In our increasingly digital-first and on-demand world, it’s no secret that offering digital lending experiences is a top priority for business banks. How a bank decides to embark on that digital transformation is another story. Do we have the resources and time to build? Do we outsource to alternative lenders? Do we leverage software in-house?
Increasingly we hear from bank leadership that outsourcing through referral partnerships with alternative lenders is not the right model for their bank. Luckily, for banks without the internal engineering resources and time to build digital lending solutions themselves, they now also have digital lending software platforms to choose from.
Here are five reasons we frequently hear from bank executives on why outsourcing digital business lending is a bad strategy for their bank.
Banks, and relationship banks in particular, understand that customer relationships are their lifeblood. So why would a bank abdicate that relationship and wave the customer away to a third-party with no understanding of the individual’s broader relationship with the bank?
When outsourcing digital lending, a bank effectively hands off the entire lending experience to an off-site third party. The underwriting and decisioning are often one-size-fits-all or black-box. Customers are treated like strangers. Follow up calls go to a call center somewhere, and follow up emails come from an individual with no insight into the customer’s history, accounts, and interactions with the bank.
This is especially concerning when considering a bank’s A-rated business banking customers. But even B-rated businesses are provided no avenue for a banker to assist in managing their credit to become an A-rated business customer of the bank.
Outsourcing treats the loan as a transaction, instead of as a piece of the relationship. These lending platforms discount knowledgeable bankers and branch staff and disconnect them from the business owner entirely.
The right digital lending technology, on the other hand, is banker-integrated and omni-channel. It should remove process from the equation and enable them to sell loans in new ways.
For example, it should empower bankers and branches with actionable business intelligence to consultatively sell loans and further their business banking relationships — whether that’s online, over the phone, in-branch, on-site, or in the community. It should help banker and branch staff evolve from inbound service, to inbound sales, and finally to outbound sales. And it should leave the customer with the feeling of "look what my banker did for me," not "look what a system did for me."

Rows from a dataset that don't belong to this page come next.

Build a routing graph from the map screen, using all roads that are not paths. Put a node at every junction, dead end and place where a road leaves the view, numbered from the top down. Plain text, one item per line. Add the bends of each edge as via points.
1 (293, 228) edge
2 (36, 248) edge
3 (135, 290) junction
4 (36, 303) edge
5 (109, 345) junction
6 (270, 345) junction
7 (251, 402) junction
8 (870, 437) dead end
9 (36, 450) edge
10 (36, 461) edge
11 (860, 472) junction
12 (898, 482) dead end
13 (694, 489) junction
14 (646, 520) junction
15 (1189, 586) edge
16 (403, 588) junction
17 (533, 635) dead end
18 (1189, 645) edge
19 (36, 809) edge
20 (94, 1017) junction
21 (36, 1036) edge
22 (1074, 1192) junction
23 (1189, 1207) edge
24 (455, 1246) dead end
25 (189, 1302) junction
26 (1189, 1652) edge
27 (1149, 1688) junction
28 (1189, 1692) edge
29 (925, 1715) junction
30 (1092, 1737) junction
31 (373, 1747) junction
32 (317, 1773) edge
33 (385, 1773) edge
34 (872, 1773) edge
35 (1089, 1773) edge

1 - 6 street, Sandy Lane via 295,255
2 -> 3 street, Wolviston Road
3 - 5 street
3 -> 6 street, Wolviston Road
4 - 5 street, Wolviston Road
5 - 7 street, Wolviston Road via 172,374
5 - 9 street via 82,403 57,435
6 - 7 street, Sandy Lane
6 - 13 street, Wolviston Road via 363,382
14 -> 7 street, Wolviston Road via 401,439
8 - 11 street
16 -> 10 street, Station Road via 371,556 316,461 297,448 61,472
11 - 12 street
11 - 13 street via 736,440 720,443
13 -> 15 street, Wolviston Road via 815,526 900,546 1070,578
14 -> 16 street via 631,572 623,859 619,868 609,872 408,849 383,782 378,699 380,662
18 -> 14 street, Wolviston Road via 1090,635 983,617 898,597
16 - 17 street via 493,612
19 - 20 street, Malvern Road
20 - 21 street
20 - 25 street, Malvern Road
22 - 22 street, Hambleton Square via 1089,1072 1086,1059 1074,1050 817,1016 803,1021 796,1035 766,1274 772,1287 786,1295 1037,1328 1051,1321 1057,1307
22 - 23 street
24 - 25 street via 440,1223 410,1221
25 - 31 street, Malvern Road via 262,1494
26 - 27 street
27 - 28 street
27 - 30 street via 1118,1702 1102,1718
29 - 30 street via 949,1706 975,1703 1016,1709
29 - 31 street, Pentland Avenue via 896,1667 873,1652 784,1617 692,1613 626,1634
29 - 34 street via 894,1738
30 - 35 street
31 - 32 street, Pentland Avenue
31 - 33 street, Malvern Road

Small credits are the perfect “sandbox” for digital lending and sales transformation of larger credits. By making the decision to outsource small business digital lending, a bank is choosing to not develop core competencies around things like automated underwriting and sales transformation. And this doesn’t just set the bank behind in small credits, it sets the bank behind in larger credits.

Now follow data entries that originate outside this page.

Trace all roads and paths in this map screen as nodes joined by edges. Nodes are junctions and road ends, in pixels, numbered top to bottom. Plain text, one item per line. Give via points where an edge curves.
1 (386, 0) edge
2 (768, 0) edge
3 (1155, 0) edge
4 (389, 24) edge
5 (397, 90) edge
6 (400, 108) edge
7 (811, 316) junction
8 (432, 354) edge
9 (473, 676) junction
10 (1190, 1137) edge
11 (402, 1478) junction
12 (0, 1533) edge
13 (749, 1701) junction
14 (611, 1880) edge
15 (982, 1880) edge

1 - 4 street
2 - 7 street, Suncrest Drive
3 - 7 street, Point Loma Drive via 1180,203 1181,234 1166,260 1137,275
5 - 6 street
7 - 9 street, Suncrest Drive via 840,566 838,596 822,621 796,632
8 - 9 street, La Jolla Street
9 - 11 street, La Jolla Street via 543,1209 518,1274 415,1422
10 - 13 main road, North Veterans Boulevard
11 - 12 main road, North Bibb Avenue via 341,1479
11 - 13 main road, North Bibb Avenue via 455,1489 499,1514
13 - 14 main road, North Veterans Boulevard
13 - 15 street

The inevitability of automating larger credits is here. The megabanks are taking their success in automated lending of smaller credits, applying those learnings to larger loans, and they’ve grown rapidly as a result.
Let’s take American Express as an example, which has grown rapidly in recent years by combining a convenient digital lending experience with targeted marketing. Today they are the #1 originator of sub-$100K credits, the #1 originator of $100K-$250K credits (140% growth between 2014 and 2017), and the #7 originator of credits between $250K and $1M (128% growth between 2014 and 2017).
To ensure banks do not lose larger business credits, they must begin developing internal core competencies today with smaller credits. Outsourcing offers no opportunity to do so.
The tragedy of many digital lending customer experiences is that they fall short on the promise of convenience. For example, yes, a customer has access to an online application — but that application can include 75+ fields of information and require the business owner to login to other accounts and go to their file cabinets to find documentation.
That was our experience test-driving how a business would secure a loan from a bank that outsources digital lending to an alternative lender. The whole process took close to an hour, was far from convenient, and was completely disjointed from other bank channels such as bankers and branches (who had no knowledge of our in-progress application, and no way to access and help us complete it).
Relationship banks pride themselves on “being easy to bank with”, so their digital experiences should not ask the borrower to do heavy lifting. The best digital customer experiences do the work for the borrower, and they should treat customers like customers — not strangers.
As if this weren’t apparent by now, it’s safe to say that alternative lender technology was not originally built with the bank in mind. These platforms have been retrofitted for banks, as evidenced in their approach to underwriting transparency, limited customization and controls, little to no use of Core data, and no banker-integrated tools.
Putting a long loan application online is not enough to attract customers, nor is it enough to drive real bank growth — something that community and regional banks need in order to compete with megabanks in their local markets. Underwriting should leverage a bank’s Core data. Bankers need to be looped in and empowered, not left out. Customers need to be asked to do less work, not more. And their experience should be consistent and seamless across bank channels.
The good news is this: the wave of fintechs following the Great Recession has finally crashed onto the shores of the banking sector. Today, banks can evaluate digital lending software that aligns with their underwriting, infrastructure, ethos, and brand.